In Starks, we reasoned that the "existence in each of the
clauses of language which establishes precisely the same order of
payment for each coverage" is the "predicate of mutual
repugnancy." Ibid. However, if either policy "clearly
expressed" an intention to provide coverage "prior to or
subsequent to the other, that intention will ordinarily be
enforced by the courts." Ibid. In this case, U.S. Fire would,
therefore, have this court adopt, as the trial court evidently
did, that this "clearly expressed" requirement was satisfied by
the parenthetical included in its policy but absent from the
Lexington policy. Not so.
Because the two "Other Insurance" provisions are virtually
identical in every respect (aside from the parenthetical), they
should be deemed mutually repugnant, such that each insurer "is
obligated to share in the cost of the settlement and expenses."
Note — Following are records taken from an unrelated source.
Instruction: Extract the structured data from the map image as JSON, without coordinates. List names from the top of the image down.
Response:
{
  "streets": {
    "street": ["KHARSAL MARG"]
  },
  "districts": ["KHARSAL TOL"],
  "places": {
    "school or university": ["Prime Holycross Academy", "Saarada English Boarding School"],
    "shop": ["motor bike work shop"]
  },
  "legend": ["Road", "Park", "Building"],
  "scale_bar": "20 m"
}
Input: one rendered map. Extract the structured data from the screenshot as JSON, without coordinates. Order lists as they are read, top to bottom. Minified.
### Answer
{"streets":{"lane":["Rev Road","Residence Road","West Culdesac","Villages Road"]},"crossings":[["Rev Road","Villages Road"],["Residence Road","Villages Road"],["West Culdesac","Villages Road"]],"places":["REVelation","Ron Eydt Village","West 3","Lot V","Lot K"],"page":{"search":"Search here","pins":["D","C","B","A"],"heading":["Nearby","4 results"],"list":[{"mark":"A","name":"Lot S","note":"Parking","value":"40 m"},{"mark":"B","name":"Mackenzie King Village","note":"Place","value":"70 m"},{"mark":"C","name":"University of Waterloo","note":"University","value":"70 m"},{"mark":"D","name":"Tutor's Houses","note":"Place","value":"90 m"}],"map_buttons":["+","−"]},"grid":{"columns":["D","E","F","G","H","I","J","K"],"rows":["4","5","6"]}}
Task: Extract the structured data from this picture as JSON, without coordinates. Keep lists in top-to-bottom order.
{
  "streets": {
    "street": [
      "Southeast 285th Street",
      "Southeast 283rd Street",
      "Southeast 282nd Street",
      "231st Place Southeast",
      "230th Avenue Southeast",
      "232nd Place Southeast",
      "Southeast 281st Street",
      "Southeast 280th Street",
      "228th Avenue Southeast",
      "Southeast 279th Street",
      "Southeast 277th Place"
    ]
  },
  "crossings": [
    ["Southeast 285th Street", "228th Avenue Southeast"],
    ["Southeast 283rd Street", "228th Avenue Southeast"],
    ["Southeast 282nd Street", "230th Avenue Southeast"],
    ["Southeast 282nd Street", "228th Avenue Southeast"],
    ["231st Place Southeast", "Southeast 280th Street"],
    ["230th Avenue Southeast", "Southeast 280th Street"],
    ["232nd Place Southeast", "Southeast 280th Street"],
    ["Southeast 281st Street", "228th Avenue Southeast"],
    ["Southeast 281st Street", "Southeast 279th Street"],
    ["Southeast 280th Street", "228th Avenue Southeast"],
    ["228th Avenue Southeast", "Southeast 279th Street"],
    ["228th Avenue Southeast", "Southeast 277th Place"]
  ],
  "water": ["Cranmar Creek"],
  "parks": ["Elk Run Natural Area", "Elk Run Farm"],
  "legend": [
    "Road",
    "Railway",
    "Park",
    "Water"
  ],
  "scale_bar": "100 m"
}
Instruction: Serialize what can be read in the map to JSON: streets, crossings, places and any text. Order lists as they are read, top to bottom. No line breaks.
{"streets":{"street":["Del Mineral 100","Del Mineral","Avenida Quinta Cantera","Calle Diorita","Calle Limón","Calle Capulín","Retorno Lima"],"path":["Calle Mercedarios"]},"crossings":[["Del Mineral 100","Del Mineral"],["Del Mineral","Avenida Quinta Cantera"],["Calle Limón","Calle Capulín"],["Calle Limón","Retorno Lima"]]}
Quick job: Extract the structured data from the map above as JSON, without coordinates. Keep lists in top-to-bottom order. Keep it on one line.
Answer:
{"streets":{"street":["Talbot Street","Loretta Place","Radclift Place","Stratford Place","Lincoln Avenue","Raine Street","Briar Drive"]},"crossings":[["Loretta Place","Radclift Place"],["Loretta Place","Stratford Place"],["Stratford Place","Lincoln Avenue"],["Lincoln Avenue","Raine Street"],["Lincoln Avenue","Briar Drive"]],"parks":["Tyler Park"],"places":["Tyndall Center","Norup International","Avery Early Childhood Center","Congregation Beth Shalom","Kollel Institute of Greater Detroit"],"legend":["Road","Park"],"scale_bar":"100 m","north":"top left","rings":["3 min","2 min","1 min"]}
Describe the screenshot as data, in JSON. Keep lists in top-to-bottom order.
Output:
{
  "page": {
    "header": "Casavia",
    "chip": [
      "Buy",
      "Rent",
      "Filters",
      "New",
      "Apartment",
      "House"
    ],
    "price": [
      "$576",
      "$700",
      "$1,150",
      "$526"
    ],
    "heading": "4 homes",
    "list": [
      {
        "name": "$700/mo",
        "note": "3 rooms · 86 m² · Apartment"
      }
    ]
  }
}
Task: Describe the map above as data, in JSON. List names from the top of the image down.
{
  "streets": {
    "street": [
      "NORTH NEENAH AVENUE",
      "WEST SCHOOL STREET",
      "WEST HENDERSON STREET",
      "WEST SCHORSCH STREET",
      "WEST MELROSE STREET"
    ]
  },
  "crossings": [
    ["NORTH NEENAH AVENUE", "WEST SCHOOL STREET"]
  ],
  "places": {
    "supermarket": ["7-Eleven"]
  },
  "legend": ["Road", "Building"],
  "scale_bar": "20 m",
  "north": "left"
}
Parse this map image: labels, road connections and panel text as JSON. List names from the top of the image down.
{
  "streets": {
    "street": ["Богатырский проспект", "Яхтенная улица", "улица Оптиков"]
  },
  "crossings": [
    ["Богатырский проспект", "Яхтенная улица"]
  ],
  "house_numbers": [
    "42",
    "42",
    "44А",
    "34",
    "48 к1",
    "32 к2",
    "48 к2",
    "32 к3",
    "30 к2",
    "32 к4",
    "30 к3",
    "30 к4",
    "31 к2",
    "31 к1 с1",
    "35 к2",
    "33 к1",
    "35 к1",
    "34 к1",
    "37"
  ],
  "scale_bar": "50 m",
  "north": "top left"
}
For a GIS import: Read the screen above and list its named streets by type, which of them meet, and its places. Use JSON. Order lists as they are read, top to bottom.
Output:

Id. at 353 (quoting Cosmopolitan, supra, 28 N.J. at 562). Such
was the result in American Nurses Ass'n v. Passaic Gen. Hosp.,
98 N.J. 83, 91 (1984), where the Court reiterated that "the loss
should be equally apportioned" in cases involving competing
"Other Insurance" provisions contained in excess insurance
policies. See Ambrosio v. Affordable Auto Rental, Inc.,
307 N.J.
Super. 114, 127 (App. Div. 1998) (apportioning coverage among the
four insurers involved, each of which purported to provide excess
coverage over all other collectible insurance).
As our Supreme Court explained in Cosmopolitan, supra:
Both policies evidence the same intent with
respect to insuring the risk and also with
respect to avoiding liability in the event of
adequate coverage by another carrier. Where
the intent is clear, the fact that one of the
insurers stated its intent more specifically
than the other is not significant.
[Id. at 561.]
This applies with equal force to the competing "Other
Insurance" provisions here. Therefore, U.S. Fire will receive no
benefit from including the parenthetical phrase in its provision,
and its policy will not be elevated to a position of a super-
excess insurer as a result of that parenthetical. Equal
apportionment of the loss between U.S. Fire and Lexington is
appropriate. As the Cosmopolitan Court stated, "We think that
such a conclusion affords the only rational solution of the
present dispute." Id. at 562.
The judgment is reversed and Lexington and U.S. Fire are
ordered to contribute $625,000 each toward the Perez settlement.